OTTUMWA — Wapello County supervisors have long sparred with the state over mental health services. Now they say state requirements prevented a tax decrease.
“A couple things that are significant about this is like the rural levy — it went down,” Supervisor Jerry Parker said. “Our full levy, it went up. It would have not went up any if it wasn’t for mental health. The only reason it went up is about $750,000 that were required to levy to pay for mandated mental health services.
“We actually would have had a tax reduction if it wasn’t for mental health,” Parker added.
Supervisor Brian Morgan agreed.
“We wanna make the point is that if the state would have left mental health alone, taxes would have went down,” Morgan said, “over and over.”
“Basically we wouldn’t have had hardly any tax increase at all except what is mandated for mental health,” Parker explained.
The discussion came in the context of the county’s preparations for passing the fiscal 2021 budget.
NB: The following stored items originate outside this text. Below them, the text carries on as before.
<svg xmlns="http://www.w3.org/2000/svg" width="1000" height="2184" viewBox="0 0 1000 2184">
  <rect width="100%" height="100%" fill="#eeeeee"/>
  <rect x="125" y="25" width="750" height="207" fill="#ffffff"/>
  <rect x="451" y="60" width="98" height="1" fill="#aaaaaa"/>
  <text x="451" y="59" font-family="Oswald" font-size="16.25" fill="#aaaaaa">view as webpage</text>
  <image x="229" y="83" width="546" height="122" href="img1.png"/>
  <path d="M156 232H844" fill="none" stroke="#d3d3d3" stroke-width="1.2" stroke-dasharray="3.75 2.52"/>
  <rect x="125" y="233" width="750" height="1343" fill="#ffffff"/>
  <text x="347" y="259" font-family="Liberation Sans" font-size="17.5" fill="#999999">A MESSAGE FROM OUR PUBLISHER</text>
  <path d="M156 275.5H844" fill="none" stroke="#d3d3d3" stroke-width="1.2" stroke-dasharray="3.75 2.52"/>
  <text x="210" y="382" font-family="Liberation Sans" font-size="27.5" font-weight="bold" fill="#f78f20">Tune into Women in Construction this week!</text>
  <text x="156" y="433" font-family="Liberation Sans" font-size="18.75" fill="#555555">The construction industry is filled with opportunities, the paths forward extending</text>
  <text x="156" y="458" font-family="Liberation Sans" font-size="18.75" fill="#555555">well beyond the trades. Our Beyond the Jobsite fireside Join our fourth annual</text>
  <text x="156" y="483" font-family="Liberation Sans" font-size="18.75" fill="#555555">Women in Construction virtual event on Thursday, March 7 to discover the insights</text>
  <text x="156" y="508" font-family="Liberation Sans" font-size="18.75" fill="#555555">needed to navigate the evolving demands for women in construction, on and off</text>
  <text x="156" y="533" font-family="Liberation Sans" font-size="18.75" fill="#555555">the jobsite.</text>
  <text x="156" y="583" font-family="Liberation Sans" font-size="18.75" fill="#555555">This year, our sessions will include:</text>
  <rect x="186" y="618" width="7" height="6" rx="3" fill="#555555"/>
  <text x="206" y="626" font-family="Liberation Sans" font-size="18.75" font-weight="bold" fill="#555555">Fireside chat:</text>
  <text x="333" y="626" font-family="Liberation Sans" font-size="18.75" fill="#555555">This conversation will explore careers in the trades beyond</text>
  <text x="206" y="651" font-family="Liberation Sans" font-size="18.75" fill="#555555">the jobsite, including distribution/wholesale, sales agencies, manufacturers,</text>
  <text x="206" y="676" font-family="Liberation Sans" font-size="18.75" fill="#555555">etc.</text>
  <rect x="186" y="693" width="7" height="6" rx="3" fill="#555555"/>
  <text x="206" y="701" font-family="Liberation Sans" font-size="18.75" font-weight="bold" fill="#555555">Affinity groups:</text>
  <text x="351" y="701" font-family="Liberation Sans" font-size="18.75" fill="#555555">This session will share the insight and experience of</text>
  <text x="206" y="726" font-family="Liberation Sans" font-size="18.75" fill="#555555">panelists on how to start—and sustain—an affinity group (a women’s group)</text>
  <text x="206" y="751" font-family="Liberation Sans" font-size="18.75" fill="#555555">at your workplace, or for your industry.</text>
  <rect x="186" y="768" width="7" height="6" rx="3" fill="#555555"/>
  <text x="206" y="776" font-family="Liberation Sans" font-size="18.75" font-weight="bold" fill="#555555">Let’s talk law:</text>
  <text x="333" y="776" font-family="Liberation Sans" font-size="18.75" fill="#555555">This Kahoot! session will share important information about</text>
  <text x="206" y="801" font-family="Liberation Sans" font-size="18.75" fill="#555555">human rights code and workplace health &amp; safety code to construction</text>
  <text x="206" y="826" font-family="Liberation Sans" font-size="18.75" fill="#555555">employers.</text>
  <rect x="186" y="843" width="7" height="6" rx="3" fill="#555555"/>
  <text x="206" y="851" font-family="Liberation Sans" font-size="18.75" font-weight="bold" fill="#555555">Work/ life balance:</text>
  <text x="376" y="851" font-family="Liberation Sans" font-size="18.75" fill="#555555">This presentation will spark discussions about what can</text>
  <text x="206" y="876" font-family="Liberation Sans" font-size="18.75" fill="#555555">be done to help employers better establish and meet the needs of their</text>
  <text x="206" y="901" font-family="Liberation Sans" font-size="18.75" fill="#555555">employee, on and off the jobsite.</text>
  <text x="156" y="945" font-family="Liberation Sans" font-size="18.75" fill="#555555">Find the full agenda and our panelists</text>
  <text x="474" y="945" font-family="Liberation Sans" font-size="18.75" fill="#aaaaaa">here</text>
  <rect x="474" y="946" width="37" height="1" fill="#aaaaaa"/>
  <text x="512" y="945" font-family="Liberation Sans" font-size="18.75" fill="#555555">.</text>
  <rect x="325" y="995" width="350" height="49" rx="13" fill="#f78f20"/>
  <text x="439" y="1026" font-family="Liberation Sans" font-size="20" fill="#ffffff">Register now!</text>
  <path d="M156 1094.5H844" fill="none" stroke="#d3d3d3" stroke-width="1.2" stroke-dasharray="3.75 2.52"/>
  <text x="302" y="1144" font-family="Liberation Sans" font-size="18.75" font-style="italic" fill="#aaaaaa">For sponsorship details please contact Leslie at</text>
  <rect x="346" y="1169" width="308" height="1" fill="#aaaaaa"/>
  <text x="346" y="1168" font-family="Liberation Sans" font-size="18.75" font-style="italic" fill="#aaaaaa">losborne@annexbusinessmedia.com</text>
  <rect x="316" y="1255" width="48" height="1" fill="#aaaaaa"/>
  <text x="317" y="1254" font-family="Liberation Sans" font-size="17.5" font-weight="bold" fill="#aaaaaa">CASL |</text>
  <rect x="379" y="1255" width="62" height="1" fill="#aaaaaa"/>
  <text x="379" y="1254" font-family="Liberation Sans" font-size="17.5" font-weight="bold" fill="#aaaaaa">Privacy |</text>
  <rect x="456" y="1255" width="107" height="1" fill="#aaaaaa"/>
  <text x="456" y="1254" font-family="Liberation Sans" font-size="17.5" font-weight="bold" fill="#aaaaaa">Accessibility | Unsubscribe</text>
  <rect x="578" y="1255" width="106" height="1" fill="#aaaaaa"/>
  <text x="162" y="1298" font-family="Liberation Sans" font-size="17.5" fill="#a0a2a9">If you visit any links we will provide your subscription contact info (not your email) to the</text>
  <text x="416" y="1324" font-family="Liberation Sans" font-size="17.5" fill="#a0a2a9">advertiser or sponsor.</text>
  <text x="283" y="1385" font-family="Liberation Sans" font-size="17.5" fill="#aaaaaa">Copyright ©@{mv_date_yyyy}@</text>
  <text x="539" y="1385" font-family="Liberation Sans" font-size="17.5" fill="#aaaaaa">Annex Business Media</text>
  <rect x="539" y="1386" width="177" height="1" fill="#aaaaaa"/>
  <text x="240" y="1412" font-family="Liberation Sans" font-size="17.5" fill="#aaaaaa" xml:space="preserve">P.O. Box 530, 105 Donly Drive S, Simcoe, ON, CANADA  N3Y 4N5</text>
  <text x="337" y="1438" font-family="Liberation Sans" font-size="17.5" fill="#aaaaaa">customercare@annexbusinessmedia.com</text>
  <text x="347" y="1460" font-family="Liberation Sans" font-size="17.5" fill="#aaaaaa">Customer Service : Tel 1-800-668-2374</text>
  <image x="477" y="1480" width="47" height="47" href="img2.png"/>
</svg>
As part of that process, the supervisors also passed a resolution stating property tax revenues are capped at about $7.6 million for general county services and $1.5 million for rural county services.
The resolution is similar to one passed last week by the Ottumwa City Council as part of its budgeting process.
Other business to come before the board was canceling outstanding checks more than a year old.
Supervisors also decided to appoint Colin Johnson to the Wapello County Board of Adjustments with his term beginning March 1. Parker said this will make the board full as it will include five members, which is the amount supervisors were hoping for.
In addition, Delia Cruz Ramirez was appointed to work as a full-time clerk in the auditor’s department.